The reservoir could lie underneath my bed and heat the bed rather than the air. Would I have a second length of tubing circulating heated water inside my box-frame?

Radiant Tube

This too could take many forms. My first thought was one or more old car radiators. After all, the car radiator is designed for efficient transfer of heat from water to the outside air; admittedly with air pumped through the fins.

Shut-off valve

I see a need for being able to isolate components during maintatence. To replace the reservoir is no big deal; drain the system down to the floor level. But repairing a solar panel requires that I isolate the damaged panel and pull it out of the line.

Filler cap

How to refill the system? With town tap-water for sure. In summer time I could use a garden house brought in through a window and fill the system top-down, as we do for the car radiator, but once the hoses are put away, I am reduced to pails of water, a jug, and a funnel.

Modular

I tremble in terror at the prospect of building a twenty-foot wooden cabinet. But setting up an assembly line to build twelve identical 20"x30" panels is not quite so daunting.

A panel would be a recatangular wood frame made from 3"x1" rough timber.
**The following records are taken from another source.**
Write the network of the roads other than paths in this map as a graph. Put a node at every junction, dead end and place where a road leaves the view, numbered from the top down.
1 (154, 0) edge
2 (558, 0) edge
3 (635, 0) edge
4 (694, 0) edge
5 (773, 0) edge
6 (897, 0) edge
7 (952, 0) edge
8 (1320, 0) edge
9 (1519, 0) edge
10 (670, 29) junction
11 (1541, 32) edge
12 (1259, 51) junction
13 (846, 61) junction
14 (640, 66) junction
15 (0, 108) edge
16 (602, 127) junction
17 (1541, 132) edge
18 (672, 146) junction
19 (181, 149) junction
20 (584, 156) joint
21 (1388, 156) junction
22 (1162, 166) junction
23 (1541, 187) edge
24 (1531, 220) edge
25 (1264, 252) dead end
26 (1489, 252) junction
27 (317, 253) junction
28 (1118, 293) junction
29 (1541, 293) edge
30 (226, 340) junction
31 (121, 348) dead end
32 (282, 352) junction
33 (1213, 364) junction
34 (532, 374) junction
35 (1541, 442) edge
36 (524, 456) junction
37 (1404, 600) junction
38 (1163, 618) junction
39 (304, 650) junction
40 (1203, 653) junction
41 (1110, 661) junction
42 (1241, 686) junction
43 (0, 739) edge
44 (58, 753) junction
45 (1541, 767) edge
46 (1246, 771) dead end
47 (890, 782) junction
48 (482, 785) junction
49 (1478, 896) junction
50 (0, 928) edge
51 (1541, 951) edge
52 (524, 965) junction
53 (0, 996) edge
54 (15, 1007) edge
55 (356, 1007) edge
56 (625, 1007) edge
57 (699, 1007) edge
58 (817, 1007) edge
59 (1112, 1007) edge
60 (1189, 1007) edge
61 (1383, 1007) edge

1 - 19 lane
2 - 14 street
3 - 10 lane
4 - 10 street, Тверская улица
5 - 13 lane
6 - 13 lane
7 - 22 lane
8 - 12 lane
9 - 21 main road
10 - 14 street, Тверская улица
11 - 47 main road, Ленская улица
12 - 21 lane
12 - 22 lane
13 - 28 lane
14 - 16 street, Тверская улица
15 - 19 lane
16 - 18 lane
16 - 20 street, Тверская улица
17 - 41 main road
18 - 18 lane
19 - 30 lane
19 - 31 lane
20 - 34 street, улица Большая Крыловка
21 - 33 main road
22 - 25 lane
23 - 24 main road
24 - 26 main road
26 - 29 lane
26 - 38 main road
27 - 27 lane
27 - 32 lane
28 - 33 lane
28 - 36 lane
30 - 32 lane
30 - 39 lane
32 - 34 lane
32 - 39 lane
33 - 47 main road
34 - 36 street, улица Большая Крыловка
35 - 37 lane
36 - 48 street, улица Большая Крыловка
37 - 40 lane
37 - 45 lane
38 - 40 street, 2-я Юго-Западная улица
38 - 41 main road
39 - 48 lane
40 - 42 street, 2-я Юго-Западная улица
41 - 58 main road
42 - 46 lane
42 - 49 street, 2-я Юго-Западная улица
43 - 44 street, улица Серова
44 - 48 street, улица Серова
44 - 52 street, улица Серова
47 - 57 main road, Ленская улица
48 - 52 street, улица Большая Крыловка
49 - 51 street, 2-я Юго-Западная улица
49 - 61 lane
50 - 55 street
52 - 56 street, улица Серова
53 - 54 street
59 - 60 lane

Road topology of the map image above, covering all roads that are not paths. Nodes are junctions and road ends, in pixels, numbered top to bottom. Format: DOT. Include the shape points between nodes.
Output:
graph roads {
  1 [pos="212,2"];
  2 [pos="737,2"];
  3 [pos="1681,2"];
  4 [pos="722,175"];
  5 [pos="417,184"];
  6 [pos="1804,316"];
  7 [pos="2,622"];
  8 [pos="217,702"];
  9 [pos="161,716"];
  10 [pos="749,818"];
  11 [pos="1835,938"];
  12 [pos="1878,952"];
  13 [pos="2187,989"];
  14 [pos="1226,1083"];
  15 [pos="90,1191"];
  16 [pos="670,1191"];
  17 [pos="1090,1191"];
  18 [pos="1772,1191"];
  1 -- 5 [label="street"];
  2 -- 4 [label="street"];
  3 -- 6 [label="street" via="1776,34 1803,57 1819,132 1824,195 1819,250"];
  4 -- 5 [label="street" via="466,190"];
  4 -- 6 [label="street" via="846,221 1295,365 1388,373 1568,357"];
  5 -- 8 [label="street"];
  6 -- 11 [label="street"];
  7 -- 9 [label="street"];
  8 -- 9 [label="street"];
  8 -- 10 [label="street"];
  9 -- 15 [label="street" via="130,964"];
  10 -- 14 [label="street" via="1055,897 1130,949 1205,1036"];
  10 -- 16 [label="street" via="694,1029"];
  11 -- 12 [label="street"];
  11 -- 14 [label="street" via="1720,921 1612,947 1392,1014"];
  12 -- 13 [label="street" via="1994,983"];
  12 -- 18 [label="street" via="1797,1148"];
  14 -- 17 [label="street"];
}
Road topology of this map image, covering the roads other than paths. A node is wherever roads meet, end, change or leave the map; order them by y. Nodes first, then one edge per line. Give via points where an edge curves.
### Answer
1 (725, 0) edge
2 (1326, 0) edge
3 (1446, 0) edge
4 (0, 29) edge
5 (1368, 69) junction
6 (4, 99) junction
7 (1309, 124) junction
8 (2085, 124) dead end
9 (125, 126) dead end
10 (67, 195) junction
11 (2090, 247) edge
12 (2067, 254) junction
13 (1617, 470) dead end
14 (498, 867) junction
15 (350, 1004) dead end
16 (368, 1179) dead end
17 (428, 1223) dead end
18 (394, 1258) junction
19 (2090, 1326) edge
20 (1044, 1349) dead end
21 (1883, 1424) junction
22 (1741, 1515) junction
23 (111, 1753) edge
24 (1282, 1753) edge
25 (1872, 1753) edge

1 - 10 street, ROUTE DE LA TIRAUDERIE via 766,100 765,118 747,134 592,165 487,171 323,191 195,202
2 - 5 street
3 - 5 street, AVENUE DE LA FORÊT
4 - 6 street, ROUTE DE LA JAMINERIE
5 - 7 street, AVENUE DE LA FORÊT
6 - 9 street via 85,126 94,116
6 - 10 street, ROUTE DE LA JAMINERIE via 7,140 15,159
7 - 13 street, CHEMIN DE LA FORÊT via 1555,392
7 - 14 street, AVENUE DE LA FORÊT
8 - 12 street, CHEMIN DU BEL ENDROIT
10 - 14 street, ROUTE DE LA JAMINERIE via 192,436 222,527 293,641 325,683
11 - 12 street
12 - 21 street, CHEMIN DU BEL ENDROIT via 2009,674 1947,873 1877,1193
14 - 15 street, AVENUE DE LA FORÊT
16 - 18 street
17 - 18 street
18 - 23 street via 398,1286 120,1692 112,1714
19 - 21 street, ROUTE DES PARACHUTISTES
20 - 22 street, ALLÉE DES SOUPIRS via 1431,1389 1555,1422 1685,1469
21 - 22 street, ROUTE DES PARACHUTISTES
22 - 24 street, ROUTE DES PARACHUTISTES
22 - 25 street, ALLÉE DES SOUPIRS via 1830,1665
The timber would have a groove the thickness of the glass. The glass is held in place by the groove. Since the twelve panes are a standard size, so too are the frames.

Each frame would house eitherr a zig-zag or a spiral of polythene pipe. A zig-zag suggests efficient circulation while a spiral suggests maximizing heat capture.

The inlet and outlet positions should be at the same position, so that the outlet of the first module travels (horizontally) the minimum distance before entering the second module.

Thermometers

I would like to be able to insert a thermometer at many points along the system. For example, at the inlet and outlet of each module; entry to the room and exit from the room. Likewise at both sides of a reservoir or radiator.

Cost of tubing, fittings

[to be completed]

Phase 0

We start by buiding a single panel with a simple water reservoir, and we measure temperatures throughout the day. In this phase we include everything that we reasonably can that is prescribed for the final system.

We might run this phase through winter until it breaks through freezing or any other malfunction.